Task data >>

────

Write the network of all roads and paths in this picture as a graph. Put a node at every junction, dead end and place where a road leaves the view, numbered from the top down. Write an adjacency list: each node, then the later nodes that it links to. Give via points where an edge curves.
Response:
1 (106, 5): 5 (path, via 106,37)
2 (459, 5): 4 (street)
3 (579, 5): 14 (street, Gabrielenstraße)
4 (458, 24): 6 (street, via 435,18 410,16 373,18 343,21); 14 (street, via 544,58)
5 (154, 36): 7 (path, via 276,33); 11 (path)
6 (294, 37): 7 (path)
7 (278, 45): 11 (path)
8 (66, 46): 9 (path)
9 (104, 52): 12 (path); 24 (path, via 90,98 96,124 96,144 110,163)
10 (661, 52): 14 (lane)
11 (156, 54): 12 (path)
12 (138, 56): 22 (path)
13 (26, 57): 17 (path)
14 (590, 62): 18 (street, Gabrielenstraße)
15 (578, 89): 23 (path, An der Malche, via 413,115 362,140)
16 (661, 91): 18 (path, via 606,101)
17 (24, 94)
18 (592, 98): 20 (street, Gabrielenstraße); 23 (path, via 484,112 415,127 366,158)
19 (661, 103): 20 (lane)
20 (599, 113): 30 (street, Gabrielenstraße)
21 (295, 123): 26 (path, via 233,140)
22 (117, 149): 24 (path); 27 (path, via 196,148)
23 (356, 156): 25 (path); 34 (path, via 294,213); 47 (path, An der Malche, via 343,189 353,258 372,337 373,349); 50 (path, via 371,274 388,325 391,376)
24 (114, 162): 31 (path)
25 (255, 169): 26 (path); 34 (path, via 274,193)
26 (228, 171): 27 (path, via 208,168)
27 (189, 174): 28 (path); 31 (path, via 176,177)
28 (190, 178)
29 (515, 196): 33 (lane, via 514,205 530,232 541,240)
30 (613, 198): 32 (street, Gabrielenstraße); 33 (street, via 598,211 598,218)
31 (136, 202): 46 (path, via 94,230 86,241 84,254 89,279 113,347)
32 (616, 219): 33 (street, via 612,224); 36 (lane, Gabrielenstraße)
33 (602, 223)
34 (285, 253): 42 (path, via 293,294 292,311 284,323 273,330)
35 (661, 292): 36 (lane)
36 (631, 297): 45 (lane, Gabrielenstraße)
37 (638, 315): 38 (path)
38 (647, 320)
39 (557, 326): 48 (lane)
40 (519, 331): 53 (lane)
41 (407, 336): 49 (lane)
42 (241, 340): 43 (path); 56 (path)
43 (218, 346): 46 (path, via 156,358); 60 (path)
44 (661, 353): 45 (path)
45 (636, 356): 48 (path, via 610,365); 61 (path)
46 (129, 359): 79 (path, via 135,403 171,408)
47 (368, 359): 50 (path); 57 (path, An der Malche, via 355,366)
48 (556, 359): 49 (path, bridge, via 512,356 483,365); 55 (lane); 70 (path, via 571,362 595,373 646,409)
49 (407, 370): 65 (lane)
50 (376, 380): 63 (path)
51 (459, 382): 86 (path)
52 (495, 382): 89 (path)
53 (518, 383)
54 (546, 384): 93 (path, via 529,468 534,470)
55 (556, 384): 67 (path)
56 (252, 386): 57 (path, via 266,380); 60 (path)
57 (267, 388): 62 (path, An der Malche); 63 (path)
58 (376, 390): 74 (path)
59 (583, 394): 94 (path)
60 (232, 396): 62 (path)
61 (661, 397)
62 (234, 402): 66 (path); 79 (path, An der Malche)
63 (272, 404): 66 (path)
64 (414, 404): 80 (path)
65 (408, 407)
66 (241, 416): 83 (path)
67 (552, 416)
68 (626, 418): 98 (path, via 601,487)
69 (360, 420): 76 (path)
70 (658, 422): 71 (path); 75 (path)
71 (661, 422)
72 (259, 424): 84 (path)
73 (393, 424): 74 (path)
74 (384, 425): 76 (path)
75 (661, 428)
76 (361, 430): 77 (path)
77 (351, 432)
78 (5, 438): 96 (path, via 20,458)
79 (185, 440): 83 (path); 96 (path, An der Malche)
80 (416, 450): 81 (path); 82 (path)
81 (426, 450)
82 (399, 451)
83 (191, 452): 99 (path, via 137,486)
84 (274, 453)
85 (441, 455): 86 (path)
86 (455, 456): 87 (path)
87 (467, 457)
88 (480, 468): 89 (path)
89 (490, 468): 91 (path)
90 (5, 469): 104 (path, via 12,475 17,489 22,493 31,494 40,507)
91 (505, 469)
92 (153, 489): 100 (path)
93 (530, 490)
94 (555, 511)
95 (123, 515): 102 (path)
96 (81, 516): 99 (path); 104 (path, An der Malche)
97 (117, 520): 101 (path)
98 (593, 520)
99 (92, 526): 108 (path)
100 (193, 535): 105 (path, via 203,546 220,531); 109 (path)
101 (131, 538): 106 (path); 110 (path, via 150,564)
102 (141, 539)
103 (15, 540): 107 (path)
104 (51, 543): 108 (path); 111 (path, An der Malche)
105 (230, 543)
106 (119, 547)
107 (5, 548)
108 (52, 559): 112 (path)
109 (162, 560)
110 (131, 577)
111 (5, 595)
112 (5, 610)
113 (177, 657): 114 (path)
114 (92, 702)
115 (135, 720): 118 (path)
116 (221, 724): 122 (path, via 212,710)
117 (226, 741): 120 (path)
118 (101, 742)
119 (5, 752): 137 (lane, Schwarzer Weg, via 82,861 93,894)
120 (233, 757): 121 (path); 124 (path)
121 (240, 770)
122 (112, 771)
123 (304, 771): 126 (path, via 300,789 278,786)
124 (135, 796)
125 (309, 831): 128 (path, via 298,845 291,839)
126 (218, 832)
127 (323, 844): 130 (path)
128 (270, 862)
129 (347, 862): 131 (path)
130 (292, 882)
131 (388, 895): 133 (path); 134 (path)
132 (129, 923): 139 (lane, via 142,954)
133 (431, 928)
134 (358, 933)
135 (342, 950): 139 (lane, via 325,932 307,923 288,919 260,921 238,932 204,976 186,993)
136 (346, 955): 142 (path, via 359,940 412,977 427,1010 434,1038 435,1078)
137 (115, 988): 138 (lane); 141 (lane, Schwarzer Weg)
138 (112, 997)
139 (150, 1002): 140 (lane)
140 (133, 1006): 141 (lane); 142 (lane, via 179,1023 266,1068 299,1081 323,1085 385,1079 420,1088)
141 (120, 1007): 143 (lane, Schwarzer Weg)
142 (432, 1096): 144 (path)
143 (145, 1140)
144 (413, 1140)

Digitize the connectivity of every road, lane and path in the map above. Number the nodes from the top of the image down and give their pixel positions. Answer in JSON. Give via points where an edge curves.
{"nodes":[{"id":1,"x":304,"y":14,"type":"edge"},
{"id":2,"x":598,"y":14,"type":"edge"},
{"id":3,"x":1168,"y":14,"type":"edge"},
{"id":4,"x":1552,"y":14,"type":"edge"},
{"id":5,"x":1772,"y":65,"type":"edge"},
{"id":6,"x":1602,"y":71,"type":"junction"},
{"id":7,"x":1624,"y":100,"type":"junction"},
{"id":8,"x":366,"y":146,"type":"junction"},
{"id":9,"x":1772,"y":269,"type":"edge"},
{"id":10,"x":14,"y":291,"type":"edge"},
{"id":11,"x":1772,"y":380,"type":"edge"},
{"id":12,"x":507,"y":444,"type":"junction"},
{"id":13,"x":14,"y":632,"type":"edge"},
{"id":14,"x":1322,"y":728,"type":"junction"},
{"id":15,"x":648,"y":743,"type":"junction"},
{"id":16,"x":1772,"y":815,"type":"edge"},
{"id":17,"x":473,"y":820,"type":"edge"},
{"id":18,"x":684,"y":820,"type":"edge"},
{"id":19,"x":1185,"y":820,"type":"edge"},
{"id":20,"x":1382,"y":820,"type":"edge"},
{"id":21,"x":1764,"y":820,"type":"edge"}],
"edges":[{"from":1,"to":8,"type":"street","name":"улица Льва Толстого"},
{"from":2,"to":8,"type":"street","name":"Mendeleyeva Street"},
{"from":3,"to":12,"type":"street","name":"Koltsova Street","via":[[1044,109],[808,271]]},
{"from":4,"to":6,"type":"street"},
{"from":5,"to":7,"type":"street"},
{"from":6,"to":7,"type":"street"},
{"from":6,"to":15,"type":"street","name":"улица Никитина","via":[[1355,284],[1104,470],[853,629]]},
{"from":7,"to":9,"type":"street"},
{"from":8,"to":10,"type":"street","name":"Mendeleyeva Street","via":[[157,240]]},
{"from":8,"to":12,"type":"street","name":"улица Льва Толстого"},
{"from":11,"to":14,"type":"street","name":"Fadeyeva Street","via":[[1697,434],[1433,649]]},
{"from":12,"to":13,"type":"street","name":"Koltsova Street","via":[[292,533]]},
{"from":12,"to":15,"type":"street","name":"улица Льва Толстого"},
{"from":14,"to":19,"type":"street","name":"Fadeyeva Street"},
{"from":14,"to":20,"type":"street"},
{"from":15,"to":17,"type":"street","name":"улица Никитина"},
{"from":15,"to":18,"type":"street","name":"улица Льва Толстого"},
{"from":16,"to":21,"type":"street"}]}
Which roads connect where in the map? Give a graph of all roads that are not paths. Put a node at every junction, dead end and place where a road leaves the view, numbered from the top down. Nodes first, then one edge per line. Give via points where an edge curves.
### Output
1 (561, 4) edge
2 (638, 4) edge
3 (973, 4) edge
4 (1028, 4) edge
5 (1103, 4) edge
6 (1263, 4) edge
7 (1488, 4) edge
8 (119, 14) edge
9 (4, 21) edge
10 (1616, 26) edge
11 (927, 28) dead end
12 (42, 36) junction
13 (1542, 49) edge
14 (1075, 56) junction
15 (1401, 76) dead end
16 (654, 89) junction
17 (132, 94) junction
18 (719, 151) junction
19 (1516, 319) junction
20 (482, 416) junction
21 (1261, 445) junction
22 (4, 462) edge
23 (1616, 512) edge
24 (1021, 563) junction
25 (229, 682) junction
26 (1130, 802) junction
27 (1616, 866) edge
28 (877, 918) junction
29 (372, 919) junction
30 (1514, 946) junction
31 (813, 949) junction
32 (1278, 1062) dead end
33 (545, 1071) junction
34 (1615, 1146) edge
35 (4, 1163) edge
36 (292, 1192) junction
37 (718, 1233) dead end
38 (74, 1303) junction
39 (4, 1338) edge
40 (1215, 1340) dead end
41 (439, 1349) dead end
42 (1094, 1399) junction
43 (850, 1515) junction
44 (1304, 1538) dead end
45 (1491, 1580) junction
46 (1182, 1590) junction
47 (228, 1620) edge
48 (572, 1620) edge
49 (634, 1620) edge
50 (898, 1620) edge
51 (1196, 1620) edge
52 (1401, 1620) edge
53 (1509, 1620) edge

────

Aim of the task >>
Please give again, word for word, only the lines from the one holding "Which roads connect" through the end of the listing above.

Result of the exercise >>
Which roads connect where in the map? Give a graph of all roads that are not paths. Put a node at every junction, dead end and place where a road leaves the view, numbered from the top down. Nodes first, then one edge per line. Give via points where an edge curves.
### Output
1 (561, 4) edge
2 (638, 4) edge
3 (973, 4) edge
4 (1028, 4) edge
5 (1103, 4) edge
6 (1263, 4) edge
7 (1488, 4) edge
8 (119, 14) edge
9 (4, 21) edge
10 (1616, 26) edge
11 (927, 28) dead end
12 (42, 36) junction
13 (1542, 49) edge
14 (1075, 56) junction
15 (1401, 76) dead end
16 (654, 89) junction
17 (132, 94) junction
18 (719, 151) junction
19 (1516, 319) junction
20 (482, 416) junction
21 (1261, 445) junction
22 (4, 462) edge
23 (1616, 512) edge
24 (1021, 563) junction
25 (229, 682) junction
26 (1130, 802) junction
27 (1616, 866) edge
28 (877, 918) junction
29 (372, 919) junction
30 (1514, 946) junction
31 (813, 949) junction
32 (1278, 1062) dead end
33 (545, 1071) junction
34 (1615, 1146) edge
35 (4, 1163) edge
36 (292, 1192) junction
37 (718, 1233) dead end
38 (74, 1303) junction
39 (4, 1338) edge
40 (1215, 1340) dead end
41 (439, 1349) dead end
42 (1094, 1399) junction
43 (850, 1515) junction
44 (1304, 1538) dead end
45 (1491, 1580) junction
46 (1182, 1590) junction
47 (228, 1620) edge
48 (572, 1620) edge
49 (634, 1620) edge
50 (898, 1620) edge
51 (1196, 1620) edge
52 (1401, 1620) edge
53 (1509, 1620) edge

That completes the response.